THE NOSEBLEED CONNECTION – L’ Amara Realtà

Pubblicato il 21/04/2010 da

The Nosebleed Connection from Palestrina, Roma: sebbene il loro ultimo “God, The Loser. The World Is Yours.” sia stato concepito e realizzato ormai diverso tempo fa, non è mai troppo tardi per portare alla ribalta una realtà nostrana che certamente meriterebbe più considerazione, anche in campo internazionale, dove magari bastano quattro note in croce per esaltare entità che dovrebbero passare del tutto inosservate. Il vocalist Sparta è il nostro interlocutore e dalle sue frasi traspare tutta la passione e l’amarezza di chi vive il metal in Italia e nell’underground. A lui la parola…

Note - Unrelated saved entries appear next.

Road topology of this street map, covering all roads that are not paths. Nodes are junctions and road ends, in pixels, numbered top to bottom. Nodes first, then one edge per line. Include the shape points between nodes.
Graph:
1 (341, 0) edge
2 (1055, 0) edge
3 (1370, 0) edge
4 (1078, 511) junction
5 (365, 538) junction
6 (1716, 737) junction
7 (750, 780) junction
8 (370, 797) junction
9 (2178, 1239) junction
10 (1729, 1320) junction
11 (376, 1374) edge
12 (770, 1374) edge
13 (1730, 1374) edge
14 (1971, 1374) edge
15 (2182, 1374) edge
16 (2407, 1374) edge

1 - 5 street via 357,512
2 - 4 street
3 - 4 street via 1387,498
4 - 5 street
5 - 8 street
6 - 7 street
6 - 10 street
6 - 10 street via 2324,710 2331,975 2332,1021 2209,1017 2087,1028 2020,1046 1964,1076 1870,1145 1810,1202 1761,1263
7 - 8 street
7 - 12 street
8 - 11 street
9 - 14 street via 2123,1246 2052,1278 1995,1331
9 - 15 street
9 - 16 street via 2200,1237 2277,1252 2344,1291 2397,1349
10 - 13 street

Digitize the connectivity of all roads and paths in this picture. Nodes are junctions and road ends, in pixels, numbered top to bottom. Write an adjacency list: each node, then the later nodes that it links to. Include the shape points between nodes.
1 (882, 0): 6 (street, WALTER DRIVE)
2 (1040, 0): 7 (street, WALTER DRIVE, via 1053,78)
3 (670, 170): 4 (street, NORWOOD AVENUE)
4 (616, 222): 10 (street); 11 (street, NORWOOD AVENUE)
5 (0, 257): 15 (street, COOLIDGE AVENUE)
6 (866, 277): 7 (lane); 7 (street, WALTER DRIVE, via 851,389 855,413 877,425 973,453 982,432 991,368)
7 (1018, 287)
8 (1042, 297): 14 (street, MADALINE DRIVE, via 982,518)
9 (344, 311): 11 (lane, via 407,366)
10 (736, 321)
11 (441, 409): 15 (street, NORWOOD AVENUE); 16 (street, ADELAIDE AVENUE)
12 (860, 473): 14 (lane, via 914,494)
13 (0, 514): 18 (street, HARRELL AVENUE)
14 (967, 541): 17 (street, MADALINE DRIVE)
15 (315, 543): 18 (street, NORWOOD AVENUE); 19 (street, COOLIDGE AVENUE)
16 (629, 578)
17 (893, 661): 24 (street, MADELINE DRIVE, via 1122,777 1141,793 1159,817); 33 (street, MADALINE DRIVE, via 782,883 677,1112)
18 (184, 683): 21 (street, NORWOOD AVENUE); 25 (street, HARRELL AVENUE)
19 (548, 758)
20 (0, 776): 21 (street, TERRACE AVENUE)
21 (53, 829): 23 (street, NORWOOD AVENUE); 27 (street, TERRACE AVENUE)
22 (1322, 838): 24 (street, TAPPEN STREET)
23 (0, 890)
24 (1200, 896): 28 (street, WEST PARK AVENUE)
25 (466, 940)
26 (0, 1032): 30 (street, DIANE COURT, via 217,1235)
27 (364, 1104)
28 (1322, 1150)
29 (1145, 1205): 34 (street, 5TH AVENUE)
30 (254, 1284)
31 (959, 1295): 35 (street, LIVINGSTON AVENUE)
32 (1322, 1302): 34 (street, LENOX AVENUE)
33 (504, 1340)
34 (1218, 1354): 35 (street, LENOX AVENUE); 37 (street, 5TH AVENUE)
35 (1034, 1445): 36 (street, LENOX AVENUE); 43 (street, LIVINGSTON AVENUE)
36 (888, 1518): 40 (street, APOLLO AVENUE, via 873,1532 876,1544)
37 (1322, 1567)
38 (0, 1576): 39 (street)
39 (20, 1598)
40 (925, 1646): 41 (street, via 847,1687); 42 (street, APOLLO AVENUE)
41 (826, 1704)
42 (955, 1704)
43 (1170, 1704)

CIAO SPARTA! E’ D’OBBLIGO, QUALE PRIMA DOMANDA, CHIEDERTI DI PRESENTARE AI NOSTRI LETTORI I THE NOSEBLEED CONNECTION. CHI SIETE, DA DOVE VENITE, COS’AVETE FATTO E COSA FATE…

“Il progetto chiamato The Nosebleed Connection nasce nei primi mesi del 2002. Eravamo in sei, pieni di entusiasmo e facevamo musica che nei dintorni di Roma (veniamo da Palestrina, a circa 40 km dalla capitale) andava parecchio e che poche band proponevano. Ma presto le cose sono cambiate: abbiamo prima proseguito in cinque, con Glc come unico chitarrista, e poi sono rimasto solo io, Sparta, alla voce. Oggi, dopo otto anni di vita, posso dire che abbiamo trovato una vera identità e una maturità tangibile. Credo di poter affermare anche per gli altri che ci piace ciò che facciamo e ancora è forte la sensazione che ci trasmette quello che facciamo. E non penso sia poco!”.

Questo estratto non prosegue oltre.